Paul Thwaite, commercial banking chief at NatWest, told the Treasury Select Committee: “I think that demonstrates … that some customers have exercised caution, drawn down on the lending and kept it for future spending.”

Amanda Murphy, HSBC’s head of commercial banking, said that for many SMEs, “these loans provided a very important lifeline, enabled them to pay their bills… and prevented them from going into financial difficulty.”

Suggesting that further support will be needed when loan applications close in January, Starling Bank CEO Anne Boden said: “The pandemic doesn’t end when these schemes finish.”

Unemployment

Unemployment rose in the three months through October, exposing the brutal impact of covid-19 on the economy. The figures have added to criticism that Chancellor of the Exchequer Rishi Sunak acted too late when he expanded programs to support jobs and businesses.

The number of people looking for work jumped climbed by 241,000 in the period, taking the jobless rate to 4.9%, the highest since 2016, the Office for National Statistics said Tuesday.
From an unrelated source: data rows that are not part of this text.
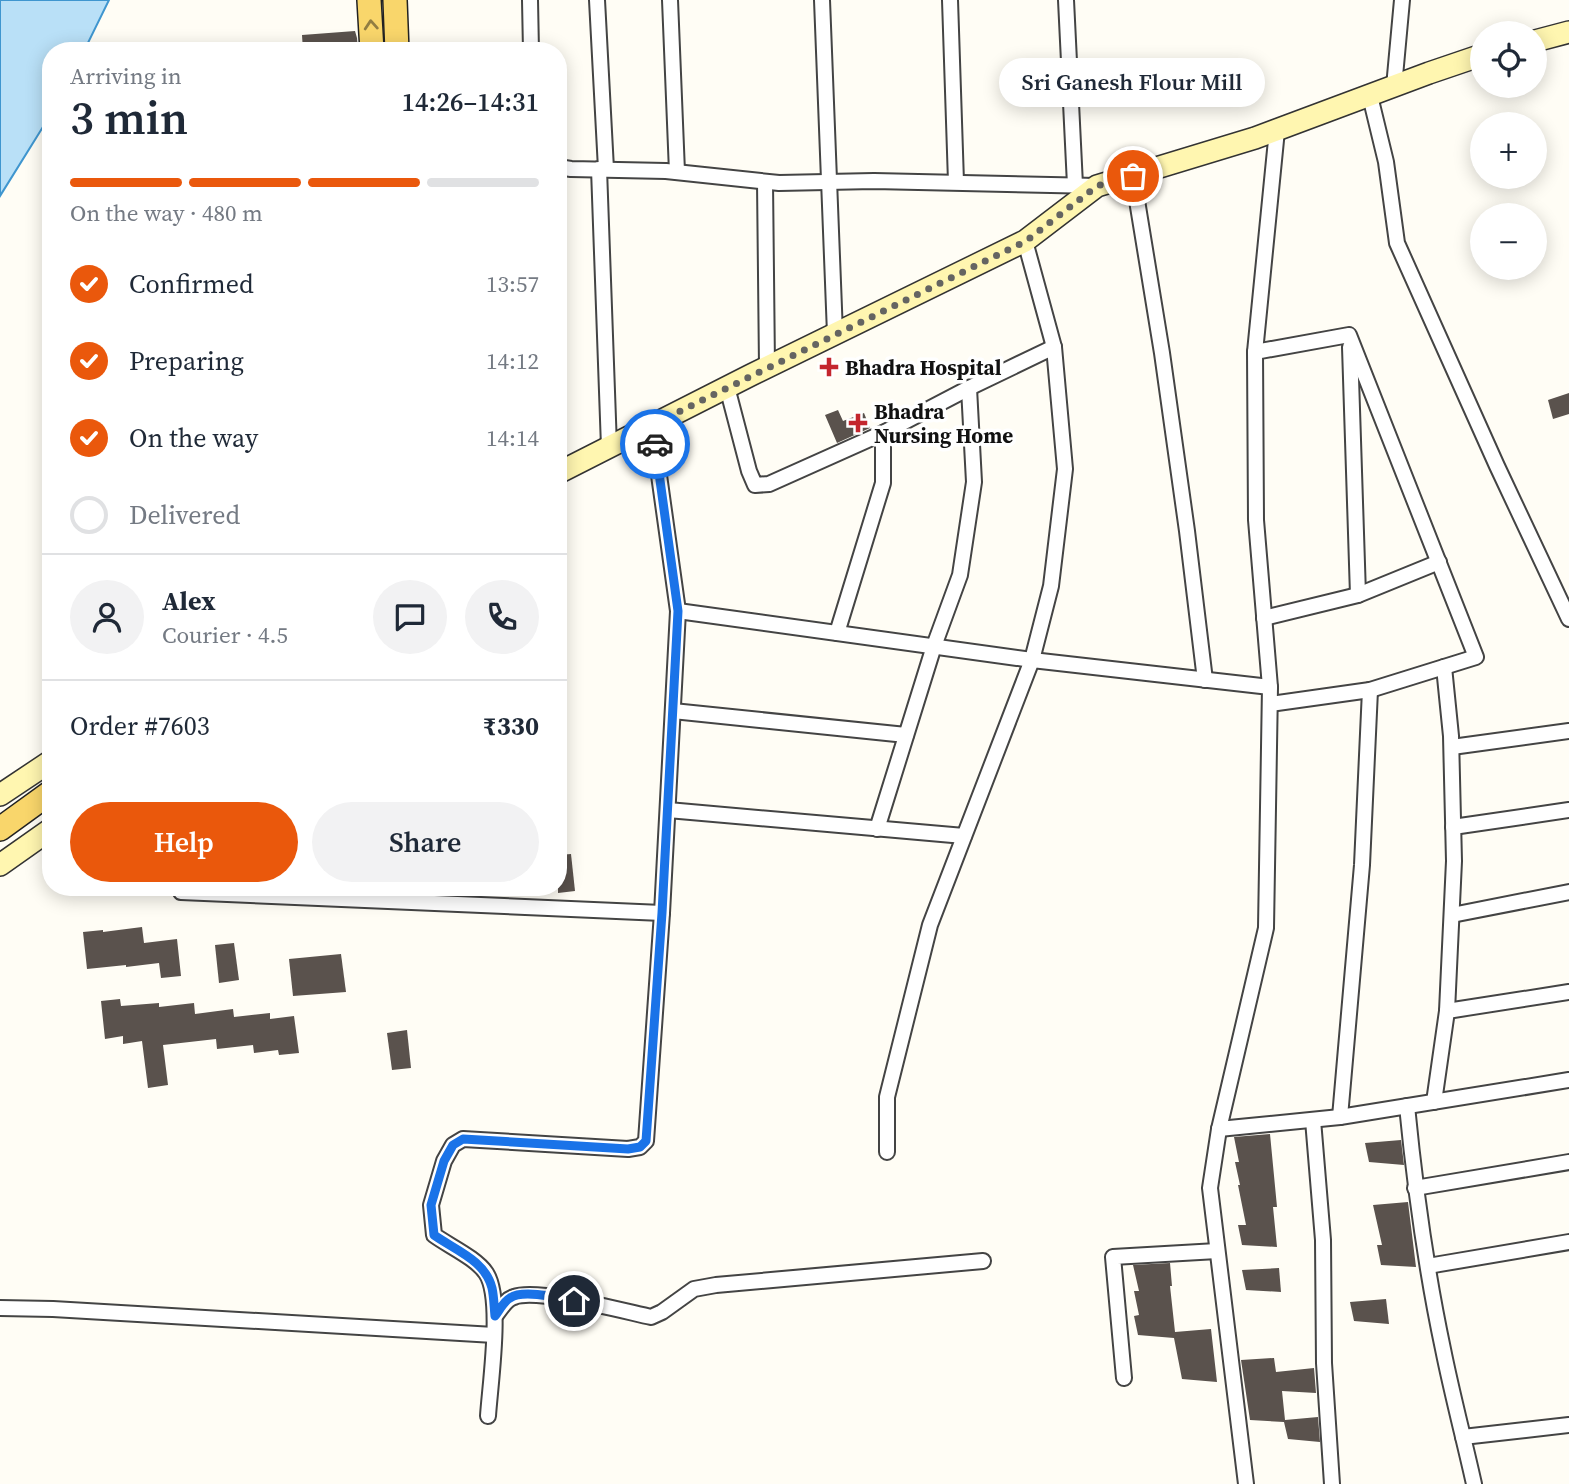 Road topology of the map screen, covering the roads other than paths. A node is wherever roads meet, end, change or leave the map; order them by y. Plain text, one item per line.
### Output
1 (369, 0) edge
2 (395, 0) edge
3 (530, 0) edge
4 (597, 0) edge
5 (670, 0) edge
6 (822, 0) edge
7 (950, 0) edge
8 (1066, 0) edge
9 (1402, 0) edge
10 (1569, 32) edge
11 (1547, 38) edge
12 (371, 42) edge
13 (397, 42) edge
14 (531, 42) edge
15 (1470, 59) edge
16 (1394, 87) junction
17 (1370, 96) junction
18 (1277, 130) junction
19 (567, 167) edge
20 (602, 169) junction
21 (677, 172) junction
22 (1133, 176) junction
23 (765, 182) junction
24 (830, 182) junction
25 (956, 182) junction
26 (1075, 185) junction
27 (1097, 186) junction
28 (1026, 241) junction
29 (835, 334) junction
30 (1349, 335) junction
31 (1054, 347) junction
32 (1255, 352) junction
33 (767, 367) junction
34 (727, 387) junction
35 (968, 388) junction
36 (652, 425) junction
37 (883, 433) junction
38 (609, 447) junction
39 (567, 468) edge
40 (1439, 562) junction
41 (1358, 595) junction
42 (678, 611) junction
43 (1264, 618) junction
44 (1569, 619) edge
45 (837, 633) junction
46 (934, 646) junction
47 (1032, 660) junction
48 (1444, 667) junction
49 (1205, 680) junction
50 (1270, 687) junction
51 (1370, 691) junction
52 (1270, 704) junction
53 (673, 711) junction
54 (1569, 731) edge
55 (906, 735) junction
56 (1452, 747) junction
57 (42, 767) edge
58 (0, 795) edge
59 (42, 799) edge
60 (668, 810) junction
61 (1569, 810) edge
62 (1453, 827) junction
63 (0, 829) edge
64 (877, 829) junction
65 (42, 835) edge
66 (964, 836) junction
67 (0, 865) edge
68 (1569, 892) edge
69 (273, 896) edge
70 (662, 913) junction
71 (1452, 915) junction
72 (1569, 992) edge
73 (1447, 1011) junction
74 (1569, 1080) edge
75 (1434, 1102) junction
76 (1406, 1106) junction
77 (1340, 1117) junction
78 (1313, 1120) junction
79 (1219, 1129) junction
80 (887, 1152) dead end
81 (1569, 1162) edge
82 (1415, 1188) junction
83 (1569, 1242) edge
84 (1217, 1251) junction
85 (983, 1261) dead end
86 (1428, 1266) junction
87 (0, 1308) edge
88 (495, 1316) junction
89 (494, 1335) junction
90 (1124, 1378) dead end
91 (488, 1416) dead end
92 (1569, 1425) edge
93 (1463, 1437) junction
94 (1246, 1484) edge
95 (1332, 1484) edge
96 (1474, 1484) edge

12 -> 1 main road
2 - 13 main road
3 - 14 street
4 - 20 street
5 - 21 street
6 - 24 street
7 - 25 street
8 - 26 street
9 - 16 street
10 - 11 street
15 - 16 street
16 - 17 street
17 - 18 street
17 - 44 street
18 - 22 street
18 - 32 street
19 - 20 street
20 - 21 street
20 - 38 street
21 - 23 street
22 - 27 street
22 - 49 street
23 - 24 street
23 - 33 street
24 - 25 street
24 - 29 street
25 - 26 street
26 - 27 street
27 - 28 street
28 - 29 street
28 - 31 street
29 - 33 street
30 - 32 street
30 - 40 street
30 - 41 street
31 - 35 street
31 - 47 street
32 - 43 street
33 - 34 street
34 - 36 street
34 - 37 street
35 - 37 street
35 - 46 street
36 - 38 street
36 - 42 street
37 - 45 street
38 - 39 street
40 - 41 street
40 - 48 street
41 - 43 street
42 - 45 street
42 - 53 street
43 - 50 street
45 - 46 street
46 - 47 street
46 - 55 street
47 - 49 street
47 - 66 street
48 - 51 street
48 - 56 street
49 - 50 street
50 - 52 street
51 - 52 street
51 - 77 street
52 - 79 street
53 - 55 street
53 - 60 street
54 - 56 street
55 - 64 street
56 - 62 street
57 - 58 street
59 - 63 main road
60 - 64 street
60 - 70 street
61 - 62 street
62 - 71 street
64 - 66 street
65 - 67 street
66 - 80 street
68 - 71 street
69 - 70 street
70 - 88 street
71 - 73 street
72 - 73 street
73 - 75 street
74 - 75 street
75 - 76 street
76 - 77 street
76 - 82 street
77 - 78 street
78 - 79 street
78 - 95 street
79 - 84 street
81 - 82 street
82 - 86 street
83 - 86 street
84 - 90 street
84 - 94 street
85 - 88 street
86 - 93 street
87 - 89 street
88 - 89 street
89 - 91 street
92 - 93 street
93 - 96 street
Lenders urge caution over negative rates

Finance bosses have urged the Bank of England (BoE) to move with caution as it considers taking interest rates negative for the first time, with Amanda Murphy, head of commercial banking at HSBC, telling the Commons Treasury Select Committee that the Bank “does have to carefully consider whether negative interest rates have the desired outcomes”. Pointing to countries that have made the move, she added that they “haven’t seen inflation rise and the growth hasn’t come back as strongly as one might have hoped.”

EU trade deal

Negotiators for the UK and EU have restarted talks over a post-Brexit trade deal as they search for a breakthrough in securing an agreement. It comes after the two sides decided on Sunday there had been enough progress for negotiations to continue. Michel Barnier, the EU’s chief negotiator, said that a “narrow path” to an agreement was now possible. The main sticking-points continue to be fishing rights and a regulatory “level playing-field” for competition.

Industrialist warns Brexit will be like a ‘slow puncture’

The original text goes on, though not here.